Whether it’s a child bumping his head on the edge of a table or an adult slipping with a kitchen knife while cutting up vegetables, accidents happen no matter how careful you are being. Injuries and scars often- abound. After a cut it is impossible to not have a scar, but there are things you can do to lessen the severity of any lasting marks. Some scars are called sexy at times but for the most part people don’t like scarring.
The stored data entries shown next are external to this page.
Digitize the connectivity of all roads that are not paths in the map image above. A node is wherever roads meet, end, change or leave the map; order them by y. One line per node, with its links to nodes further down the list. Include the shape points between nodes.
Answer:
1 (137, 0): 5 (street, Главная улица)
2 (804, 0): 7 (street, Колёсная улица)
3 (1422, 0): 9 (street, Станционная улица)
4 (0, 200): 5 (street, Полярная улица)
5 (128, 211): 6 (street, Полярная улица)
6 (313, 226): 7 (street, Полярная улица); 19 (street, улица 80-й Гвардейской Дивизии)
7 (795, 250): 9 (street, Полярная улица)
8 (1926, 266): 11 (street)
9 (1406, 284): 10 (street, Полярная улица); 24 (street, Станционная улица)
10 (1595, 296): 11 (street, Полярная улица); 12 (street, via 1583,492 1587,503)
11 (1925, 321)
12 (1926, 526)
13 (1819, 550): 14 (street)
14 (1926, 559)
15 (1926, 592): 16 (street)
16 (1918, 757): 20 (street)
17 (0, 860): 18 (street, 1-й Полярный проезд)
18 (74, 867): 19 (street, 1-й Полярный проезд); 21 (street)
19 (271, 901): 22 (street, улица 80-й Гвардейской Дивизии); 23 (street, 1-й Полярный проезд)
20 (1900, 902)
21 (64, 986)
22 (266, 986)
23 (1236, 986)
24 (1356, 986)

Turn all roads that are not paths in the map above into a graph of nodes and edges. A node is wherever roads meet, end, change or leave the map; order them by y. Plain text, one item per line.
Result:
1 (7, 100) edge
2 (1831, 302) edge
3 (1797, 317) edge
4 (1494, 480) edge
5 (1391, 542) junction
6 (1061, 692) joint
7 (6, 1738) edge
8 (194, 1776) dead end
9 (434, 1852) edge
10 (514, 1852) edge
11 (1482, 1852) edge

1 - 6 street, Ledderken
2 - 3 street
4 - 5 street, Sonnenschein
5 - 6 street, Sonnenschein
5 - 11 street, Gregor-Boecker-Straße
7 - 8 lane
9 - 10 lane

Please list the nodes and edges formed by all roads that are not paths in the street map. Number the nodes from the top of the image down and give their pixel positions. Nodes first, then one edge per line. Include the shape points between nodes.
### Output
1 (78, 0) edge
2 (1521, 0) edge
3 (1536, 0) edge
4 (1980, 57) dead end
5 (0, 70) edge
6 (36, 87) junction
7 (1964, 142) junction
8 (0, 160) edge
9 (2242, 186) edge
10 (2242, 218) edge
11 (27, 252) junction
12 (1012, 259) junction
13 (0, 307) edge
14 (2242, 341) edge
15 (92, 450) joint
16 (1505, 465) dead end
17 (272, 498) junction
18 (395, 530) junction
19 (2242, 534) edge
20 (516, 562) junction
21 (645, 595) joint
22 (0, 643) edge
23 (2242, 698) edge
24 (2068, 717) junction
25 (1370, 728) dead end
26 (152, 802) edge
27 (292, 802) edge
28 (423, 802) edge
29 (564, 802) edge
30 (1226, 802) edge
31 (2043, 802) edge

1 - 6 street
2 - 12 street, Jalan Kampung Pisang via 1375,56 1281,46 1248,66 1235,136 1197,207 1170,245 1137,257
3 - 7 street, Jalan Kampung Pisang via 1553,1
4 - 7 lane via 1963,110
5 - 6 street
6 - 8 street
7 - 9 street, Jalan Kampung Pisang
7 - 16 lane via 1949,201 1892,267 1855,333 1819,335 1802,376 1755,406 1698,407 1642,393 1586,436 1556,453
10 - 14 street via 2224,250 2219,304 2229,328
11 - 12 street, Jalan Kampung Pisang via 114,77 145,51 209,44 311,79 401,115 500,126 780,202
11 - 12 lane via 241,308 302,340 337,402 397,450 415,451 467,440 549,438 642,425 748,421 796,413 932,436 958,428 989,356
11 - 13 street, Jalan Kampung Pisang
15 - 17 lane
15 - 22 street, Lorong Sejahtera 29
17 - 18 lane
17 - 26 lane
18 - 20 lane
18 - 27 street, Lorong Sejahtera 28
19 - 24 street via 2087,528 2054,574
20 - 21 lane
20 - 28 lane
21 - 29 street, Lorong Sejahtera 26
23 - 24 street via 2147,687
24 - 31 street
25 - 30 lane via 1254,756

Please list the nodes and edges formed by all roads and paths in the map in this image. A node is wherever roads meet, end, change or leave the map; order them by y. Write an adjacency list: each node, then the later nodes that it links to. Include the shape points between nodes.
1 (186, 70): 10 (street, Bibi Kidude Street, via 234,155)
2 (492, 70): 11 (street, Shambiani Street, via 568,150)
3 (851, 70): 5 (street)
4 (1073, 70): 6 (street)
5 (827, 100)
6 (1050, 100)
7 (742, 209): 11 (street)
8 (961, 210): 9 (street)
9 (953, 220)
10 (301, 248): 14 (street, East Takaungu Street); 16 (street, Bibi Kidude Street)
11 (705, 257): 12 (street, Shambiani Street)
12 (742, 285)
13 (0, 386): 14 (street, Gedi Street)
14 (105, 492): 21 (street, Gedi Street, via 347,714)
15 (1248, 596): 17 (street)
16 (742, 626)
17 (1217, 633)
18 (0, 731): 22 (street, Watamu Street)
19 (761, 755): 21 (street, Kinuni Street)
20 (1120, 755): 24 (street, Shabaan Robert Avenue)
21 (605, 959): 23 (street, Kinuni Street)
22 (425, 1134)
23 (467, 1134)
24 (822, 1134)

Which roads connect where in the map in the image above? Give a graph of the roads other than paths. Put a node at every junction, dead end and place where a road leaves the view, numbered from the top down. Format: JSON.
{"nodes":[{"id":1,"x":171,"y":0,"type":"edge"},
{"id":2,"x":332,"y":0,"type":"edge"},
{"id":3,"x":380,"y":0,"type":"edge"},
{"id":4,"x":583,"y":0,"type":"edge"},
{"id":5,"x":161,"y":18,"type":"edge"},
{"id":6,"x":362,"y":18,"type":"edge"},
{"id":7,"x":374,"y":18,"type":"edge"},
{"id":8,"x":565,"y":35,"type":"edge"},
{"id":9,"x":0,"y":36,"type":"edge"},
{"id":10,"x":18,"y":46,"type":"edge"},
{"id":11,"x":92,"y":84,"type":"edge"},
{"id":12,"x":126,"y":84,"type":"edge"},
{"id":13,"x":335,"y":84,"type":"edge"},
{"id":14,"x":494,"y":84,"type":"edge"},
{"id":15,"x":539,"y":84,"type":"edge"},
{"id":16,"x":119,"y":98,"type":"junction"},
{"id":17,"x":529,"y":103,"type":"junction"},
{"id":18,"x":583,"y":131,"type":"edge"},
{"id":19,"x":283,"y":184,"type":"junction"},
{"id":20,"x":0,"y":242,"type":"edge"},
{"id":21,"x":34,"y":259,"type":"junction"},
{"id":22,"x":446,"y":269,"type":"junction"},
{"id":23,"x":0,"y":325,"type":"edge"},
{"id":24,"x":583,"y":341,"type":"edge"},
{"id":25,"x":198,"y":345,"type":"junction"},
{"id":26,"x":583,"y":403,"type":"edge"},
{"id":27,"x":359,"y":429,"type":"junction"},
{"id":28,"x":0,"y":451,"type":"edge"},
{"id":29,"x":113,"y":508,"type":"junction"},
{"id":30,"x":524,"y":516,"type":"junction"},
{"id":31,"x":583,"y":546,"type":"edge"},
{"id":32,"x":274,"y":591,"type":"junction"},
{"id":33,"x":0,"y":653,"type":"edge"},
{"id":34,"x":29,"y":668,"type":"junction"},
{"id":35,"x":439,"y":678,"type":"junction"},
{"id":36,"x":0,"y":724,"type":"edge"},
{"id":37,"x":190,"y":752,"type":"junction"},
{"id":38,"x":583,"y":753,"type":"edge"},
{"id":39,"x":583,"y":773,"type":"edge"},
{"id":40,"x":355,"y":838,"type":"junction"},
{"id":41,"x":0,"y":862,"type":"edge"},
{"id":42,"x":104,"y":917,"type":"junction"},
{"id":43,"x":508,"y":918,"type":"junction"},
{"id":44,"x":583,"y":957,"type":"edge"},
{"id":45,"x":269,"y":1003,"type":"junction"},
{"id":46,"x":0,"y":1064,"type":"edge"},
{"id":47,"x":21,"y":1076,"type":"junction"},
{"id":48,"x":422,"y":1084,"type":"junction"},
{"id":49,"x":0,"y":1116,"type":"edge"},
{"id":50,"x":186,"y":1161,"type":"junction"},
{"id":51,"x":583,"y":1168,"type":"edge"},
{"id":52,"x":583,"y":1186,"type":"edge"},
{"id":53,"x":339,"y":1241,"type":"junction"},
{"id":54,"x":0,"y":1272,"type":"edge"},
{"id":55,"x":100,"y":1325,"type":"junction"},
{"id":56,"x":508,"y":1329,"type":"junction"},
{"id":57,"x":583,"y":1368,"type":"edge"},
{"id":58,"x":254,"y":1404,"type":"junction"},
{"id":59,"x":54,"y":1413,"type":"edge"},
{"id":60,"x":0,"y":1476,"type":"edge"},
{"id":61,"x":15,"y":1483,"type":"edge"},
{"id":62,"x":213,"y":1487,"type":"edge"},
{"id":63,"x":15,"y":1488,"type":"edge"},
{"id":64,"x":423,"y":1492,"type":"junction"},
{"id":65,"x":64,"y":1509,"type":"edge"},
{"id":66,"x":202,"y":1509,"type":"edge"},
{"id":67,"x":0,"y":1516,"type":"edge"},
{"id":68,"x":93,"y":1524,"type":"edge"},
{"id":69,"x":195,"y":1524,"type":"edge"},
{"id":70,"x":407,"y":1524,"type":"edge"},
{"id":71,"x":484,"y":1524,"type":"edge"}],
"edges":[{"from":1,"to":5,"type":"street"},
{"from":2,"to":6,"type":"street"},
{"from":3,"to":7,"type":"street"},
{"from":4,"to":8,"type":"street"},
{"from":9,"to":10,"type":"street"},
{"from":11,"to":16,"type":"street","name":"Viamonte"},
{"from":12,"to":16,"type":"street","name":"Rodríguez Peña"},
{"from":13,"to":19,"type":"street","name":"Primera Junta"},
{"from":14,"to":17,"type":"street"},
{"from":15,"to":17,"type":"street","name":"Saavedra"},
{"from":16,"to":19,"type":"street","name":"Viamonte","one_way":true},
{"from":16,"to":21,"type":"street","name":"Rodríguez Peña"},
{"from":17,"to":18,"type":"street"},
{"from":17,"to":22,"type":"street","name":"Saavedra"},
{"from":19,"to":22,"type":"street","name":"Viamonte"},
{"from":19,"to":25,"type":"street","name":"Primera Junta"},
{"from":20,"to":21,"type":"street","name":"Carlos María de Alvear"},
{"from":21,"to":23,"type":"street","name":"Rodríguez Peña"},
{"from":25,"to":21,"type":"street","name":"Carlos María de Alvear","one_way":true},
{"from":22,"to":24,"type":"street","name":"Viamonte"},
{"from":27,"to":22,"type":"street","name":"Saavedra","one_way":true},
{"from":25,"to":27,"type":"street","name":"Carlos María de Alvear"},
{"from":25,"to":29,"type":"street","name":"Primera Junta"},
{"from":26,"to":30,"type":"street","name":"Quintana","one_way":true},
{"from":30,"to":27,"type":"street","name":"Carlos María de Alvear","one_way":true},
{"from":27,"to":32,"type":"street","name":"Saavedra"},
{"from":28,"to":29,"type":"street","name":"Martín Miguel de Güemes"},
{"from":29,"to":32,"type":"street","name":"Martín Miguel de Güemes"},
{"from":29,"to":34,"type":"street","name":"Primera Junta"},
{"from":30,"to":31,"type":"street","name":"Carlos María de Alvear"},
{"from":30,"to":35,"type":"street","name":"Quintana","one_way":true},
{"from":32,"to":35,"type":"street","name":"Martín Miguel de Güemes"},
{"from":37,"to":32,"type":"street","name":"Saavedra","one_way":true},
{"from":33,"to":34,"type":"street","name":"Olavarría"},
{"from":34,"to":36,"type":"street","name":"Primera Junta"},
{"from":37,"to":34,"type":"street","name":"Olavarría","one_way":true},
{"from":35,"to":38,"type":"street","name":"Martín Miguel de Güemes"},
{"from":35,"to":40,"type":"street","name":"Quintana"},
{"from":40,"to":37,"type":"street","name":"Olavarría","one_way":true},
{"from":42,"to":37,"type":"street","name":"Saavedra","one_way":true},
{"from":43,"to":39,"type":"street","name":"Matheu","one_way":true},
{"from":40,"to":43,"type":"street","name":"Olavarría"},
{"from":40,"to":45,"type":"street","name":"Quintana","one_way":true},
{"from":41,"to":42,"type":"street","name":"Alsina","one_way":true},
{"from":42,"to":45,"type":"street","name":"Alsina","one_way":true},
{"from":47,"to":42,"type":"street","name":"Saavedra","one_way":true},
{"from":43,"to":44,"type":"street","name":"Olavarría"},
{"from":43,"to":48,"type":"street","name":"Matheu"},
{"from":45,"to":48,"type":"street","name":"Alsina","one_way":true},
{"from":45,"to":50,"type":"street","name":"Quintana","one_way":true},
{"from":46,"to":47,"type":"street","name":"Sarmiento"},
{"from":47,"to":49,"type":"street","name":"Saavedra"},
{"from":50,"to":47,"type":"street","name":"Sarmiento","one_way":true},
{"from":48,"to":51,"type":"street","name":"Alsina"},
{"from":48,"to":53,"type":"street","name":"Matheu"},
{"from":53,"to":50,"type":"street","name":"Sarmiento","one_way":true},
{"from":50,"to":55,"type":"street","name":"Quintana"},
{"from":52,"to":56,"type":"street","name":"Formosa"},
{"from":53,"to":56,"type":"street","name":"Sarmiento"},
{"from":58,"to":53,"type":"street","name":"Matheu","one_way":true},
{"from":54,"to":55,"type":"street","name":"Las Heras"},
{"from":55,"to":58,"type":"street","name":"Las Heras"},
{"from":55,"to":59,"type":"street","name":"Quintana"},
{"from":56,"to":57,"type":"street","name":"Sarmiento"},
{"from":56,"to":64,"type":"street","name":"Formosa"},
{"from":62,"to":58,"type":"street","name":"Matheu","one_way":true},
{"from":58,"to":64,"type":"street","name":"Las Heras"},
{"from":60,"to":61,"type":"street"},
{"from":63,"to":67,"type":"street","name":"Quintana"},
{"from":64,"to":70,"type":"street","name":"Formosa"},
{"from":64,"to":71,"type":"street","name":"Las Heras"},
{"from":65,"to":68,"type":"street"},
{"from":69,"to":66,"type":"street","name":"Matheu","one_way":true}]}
Scar Prevention: Do’s and Don’ts
To help heal the skin with as little residual scarring as possible, there are steps you may take, and mistakes to avoid. “The key to lessening scarring is to decrease the amount of work the body has to do to heal the scar,” Krant says. Here’s how:
- Stitches can be used if needed. Often times when you have a cut that is spread apart or deep its always better to have them stitched by a medical professional. Always keep in mind that when the wound or injury is fresh, stitches must be sewn as soon as possible. If you let too much time pass by since the injury, the wound can become contaminated with bacteria, germs, and the doctor will not want to stitch it closed because of the risk of infection. But the wound may start to heal, which can obstruct successful suturing. When having doubts if whether stitches are in order, contact a doctor in a timely manner and let him decide the best treatment for the wound.
- Applying petroleum jelly to the wound and covering it with a non-stick bandage, and alsokeeping the wound moist, can speed up the healing and minimize scarring, says Krant.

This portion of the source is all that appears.